This tool is pretty much super awesome. Especially when it comes to figuring out some of these slightly weirder, chunkier sounding drums that some games use.
That being said, it doesn't seem to like Metal Gear Solid a whole lot. Looks like it imports things for the most part right, but the volumes get messed up on a bunch of tracks. For example, track 16, the noise channel's volume basically fades in and out weirdly.
Other than that, it seems really effective so far!
Was that post really necessary? I haven't seen any sign of disrespect in this thread. At best you only stated the obvious.
Well, I appreciated his post myself.
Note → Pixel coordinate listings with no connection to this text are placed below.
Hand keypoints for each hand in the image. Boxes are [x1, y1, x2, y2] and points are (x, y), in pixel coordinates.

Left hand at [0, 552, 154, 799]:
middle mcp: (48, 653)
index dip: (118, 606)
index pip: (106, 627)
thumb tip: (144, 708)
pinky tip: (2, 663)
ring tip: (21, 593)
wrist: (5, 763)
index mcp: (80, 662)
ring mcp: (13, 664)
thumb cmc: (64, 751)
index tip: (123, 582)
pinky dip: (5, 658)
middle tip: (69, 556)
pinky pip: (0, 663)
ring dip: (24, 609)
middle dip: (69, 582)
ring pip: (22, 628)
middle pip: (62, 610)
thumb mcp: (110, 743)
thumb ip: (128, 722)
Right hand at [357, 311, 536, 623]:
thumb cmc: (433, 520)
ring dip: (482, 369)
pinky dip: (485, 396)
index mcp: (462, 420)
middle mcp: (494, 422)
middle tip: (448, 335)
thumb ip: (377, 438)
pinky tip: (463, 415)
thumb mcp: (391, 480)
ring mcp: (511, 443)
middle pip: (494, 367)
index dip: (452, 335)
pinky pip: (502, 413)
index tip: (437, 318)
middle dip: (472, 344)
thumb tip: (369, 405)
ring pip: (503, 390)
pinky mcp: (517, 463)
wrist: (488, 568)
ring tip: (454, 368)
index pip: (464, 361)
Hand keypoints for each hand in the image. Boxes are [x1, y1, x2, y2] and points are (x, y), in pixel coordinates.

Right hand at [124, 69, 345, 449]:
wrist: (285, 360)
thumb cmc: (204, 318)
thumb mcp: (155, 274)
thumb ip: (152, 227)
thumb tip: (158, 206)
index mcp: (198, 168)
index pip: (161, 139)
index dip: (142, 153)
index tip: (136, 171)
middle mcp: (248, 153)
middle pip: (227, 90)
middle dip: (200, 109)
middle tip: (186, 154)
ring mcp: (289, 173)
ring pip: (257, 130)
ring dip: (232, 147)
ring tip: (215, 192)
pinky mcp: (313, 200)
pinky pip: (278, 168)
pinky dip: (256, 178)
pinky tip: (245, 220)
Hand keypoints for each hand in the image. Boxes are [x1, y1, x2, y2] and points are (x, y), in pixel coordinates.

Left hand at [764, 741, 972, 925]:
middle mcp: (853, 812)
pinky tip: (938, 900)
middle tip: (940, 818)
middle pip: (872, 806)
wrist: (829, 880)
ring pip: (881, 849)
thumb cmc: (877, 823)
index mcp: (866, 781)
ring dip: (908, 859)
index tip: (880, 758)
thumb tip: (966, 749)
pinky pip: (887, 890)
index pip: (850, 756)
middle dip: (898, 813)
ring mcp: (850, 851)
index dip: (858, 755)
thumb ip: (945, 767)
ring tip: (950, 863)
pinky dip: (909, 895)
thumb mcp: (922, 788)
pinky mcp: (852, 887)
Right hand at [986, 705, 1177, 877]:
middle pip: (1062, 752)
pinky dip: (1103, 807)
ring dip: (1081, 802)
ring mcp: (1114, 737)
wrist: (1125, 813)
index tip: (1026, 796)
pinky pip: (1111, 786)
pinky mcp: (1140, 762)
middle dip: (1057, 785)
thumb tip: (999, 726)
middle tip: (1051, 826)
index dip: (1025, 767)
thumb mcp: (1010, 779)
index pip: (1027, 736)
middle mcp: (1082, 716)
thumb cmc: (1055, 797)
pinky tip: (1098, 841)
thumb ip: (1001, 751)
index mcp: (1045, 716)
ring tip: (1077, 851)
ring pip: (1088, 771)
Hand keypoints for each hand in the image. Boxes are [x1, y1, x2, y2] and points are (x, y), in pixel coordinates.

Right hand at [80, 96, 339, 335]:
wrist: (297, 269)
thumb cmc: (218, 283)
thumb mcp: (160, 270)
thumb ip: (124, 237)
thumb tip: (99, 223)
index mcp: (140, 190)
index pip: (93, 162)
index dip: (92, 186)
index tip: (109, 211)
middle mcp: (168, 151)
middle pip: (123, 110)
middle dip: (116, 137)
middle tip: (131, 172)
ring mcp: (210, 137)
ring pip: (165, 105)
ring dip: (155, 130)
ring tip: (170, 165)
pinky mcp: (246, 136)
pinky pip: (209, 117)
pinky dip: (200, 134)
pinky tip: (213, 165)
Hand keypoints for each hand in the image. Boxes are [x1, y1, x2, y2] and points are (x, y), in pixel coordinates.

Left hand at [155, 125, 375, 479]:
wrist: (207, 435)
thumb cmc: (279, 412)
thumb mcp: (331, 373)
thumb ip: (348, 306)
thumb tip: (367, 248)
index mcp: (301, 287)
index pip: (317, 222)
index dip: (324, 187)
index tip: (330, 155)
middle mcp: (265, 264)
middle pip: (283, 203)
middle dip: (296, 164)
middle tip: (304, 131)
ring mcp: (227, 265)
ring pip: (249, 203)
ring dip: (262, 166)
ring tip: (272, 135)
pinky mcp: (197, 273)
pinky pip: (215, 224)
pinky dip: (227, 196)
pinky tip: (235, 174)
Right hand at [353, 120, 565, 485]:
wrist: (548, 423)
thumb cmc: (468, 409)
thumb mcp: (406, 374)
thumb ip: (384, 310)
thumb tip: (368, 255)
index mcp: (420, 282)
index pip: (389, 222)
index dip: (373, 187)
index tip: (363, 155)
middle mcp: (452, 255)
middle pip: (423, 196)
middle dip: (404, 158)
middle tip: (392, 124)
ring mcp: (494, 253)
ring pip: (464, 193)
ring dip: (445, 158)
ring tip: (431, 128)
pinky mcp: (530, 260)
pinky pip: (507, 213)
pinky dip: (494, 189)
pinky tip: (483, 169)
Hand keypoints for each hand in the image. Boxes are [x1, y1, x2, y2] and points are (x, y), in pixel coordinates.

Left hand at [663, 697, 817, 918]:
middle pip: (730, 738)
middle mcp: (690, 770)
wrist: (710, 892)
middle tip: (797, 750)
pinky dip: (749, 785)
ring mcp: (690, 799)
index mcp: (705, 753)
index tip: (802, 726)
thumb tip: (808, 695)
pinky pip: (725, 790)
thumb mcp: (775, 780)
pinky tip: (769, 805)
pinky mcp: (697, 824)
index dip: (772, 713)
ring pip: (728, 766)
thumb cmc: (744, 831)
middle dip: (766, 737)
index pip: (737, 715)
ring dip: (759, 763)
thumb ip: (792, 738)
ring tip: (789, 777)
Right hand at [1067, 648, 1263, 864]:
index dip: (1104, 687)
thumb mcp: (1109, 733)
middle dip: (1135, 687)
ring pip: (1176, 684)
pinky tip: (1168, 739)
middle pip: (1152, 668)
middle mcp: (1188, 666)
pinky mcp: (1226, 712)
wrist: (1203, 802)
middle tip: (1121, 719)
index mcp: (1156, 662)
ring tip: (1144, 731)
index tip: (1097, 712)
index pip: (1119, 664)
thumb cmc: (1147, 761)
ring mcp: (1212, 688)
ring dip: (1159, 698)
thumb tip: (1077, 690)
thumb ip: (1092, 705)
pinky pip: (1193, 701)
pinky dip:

Positive feedback is always welcome and the future of this project depends entirely on my motivation. :P (although those courageous enough could always fork it)
jrlepage wrote:
The program chokes on this GBS! "Unsupported ROM layout", apparently. What does this mean exactly?
It meant my program couldn't figure out whether it was bankswitched or not. The song data itself ended at exactly $7FFF, but luckily changing a >= to > in the code fixed it. :P
Quote:
More issues! This time this GBS is the culprit. I tried importing track 15 specifically; the import process itself works fine, but the file it spits out runs really really slow. Here it is (and here is a sped up version).
Any idea why this happens?
TMNT2's sound driver actually runs at 240 Hz. So it'll now import it "properly" at 3600 BPM.
This is far from an ideal solution though. If only because it's hard to follow things at that speed. What's worse is that my lazy emulation clocks the volume envelopes at the engine speed (which is around 60 Hz most of the time) rather than 64Hz (which is what they're actually supposed to be). So in the case of TMNT2 they're 4x too fast! I guess I'll have to implement... *gasp* cycle accurate emulation one day.
Anyway, I think I fixed all of the bugs reported! Here's the latest version. :P
I've had enough of Chrome. It thinks your program is malicious. (I already know it's not.) Anyway, the update has fixed the issues I addressed. Keep up the good work, Slimeball!
Great work on Prehistorik Man and the "zombie volume". :D I think I understand it now too.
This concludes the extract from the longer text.